═════ Provided records ═════

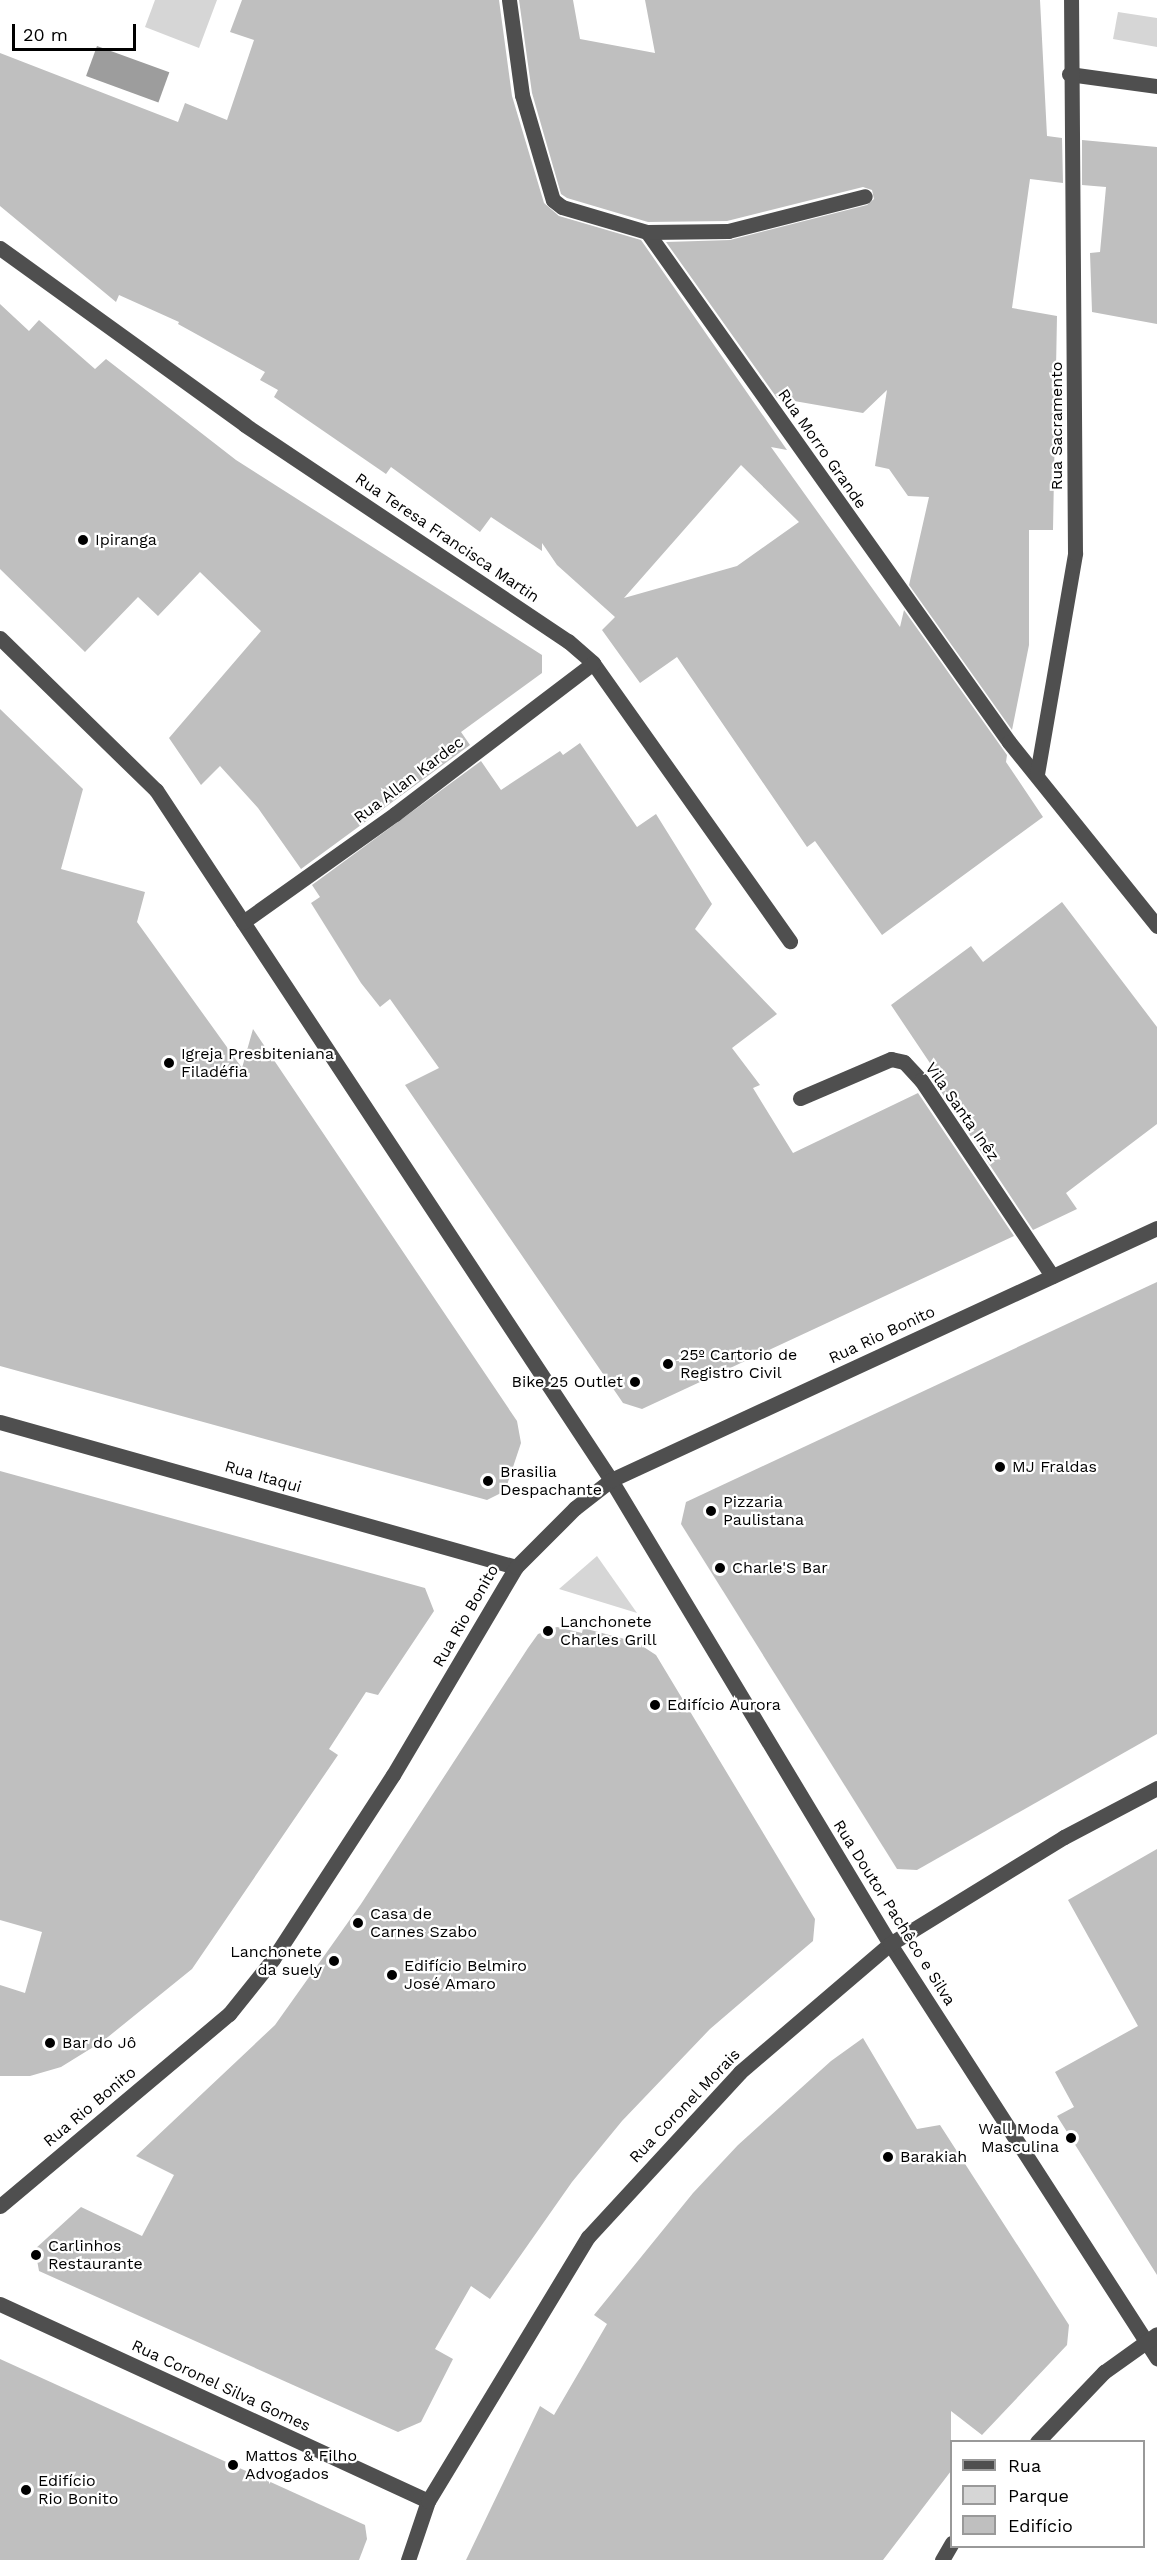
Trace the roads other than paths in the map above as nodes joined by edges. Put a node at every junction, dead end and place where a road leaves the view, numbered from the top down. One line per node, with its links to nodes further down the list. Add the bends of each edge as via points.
1 (509, 0): 6 (street, via 522,95 553,200 562,207)
2 (1071, 0): 3 (street, Rua Sacramento)
3 (1069, 74): 4 (street); 10 (street, Rua Sacramento, via 1075,553)
4 (1157, 86)
5 (865, 195): 6 (street, via 728,231)
6 (647, 232): 10 (street, Rua Morro Grande, via 1009,742)
7 (0, 248): 9 (street, Rua Teresa Francisca Martin, via 245,425 568,641)
8 (0, 638): 11 (street, Rua Doutor Pachêco e Silva, via 156,790)
9 (593, 663): 11 (street, Rua Allan Kardec); 13 (street, Rua Teresa Francisca Martin)
10 (1037, 774): 12 (street, Rua Morro Grande)
11 (243, 922): 18 (street, Rua Doutor Pachêco e Silva)
12 (1157, 926)
13 (790, 941)
14 (800, 1098): 16 (street, Vila Santa Inêz, via 891,1059 904,1062 921,1080)
15 (1157, 1228): 16 (street, Rua Rio Bonito)
16 (1052, 1276): 18 (street, Rua Rio Bonito)
17 (0, 1422): 19 (street, Rua Itaqui)
18 (611, 1480): 19 (street, Rua Rio Bonito, via 575,1508); 21 (street, Rua Doutor Pachêco e Silva)
19 (516, 1567): 22 (street, Rua Rio Bonito, via 393,1775 286,1940 229,2014)
20 (1157, 1788): 21 (street, Rua Coronel Morais, via 1064,1837)
21 (890, 1944): 24 (street, Rua Doutor Pachêco e Silva); 27 (street, Rua Coronel Morais, via 740,2072 588,2237)
22 (0, 2206)
23 (0, 2304): 27 (street, Rua Coronel Silva Gomes)
24 (1152, 2338): 25 (street, Rua Doutor Pachêco e Silva); 26 (street, via 1104,2372)
25 (1157, 2358)
26 (1039, 2440)
27 (428, 2501): 29 (street, Rua Coronel Morais)
28 (950, 2545): 30 (street)
29 (408, 2560)
30 (942, 2560)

═════

» **What to do**
After identifying the lines above that contain "Morro", copy each one.

» **Written solution**
6 (647, 232): 10 (street, Rua Morro Grande, via 1009,742)
10 (1037, 774): 12 (street, Rua Morro Grande)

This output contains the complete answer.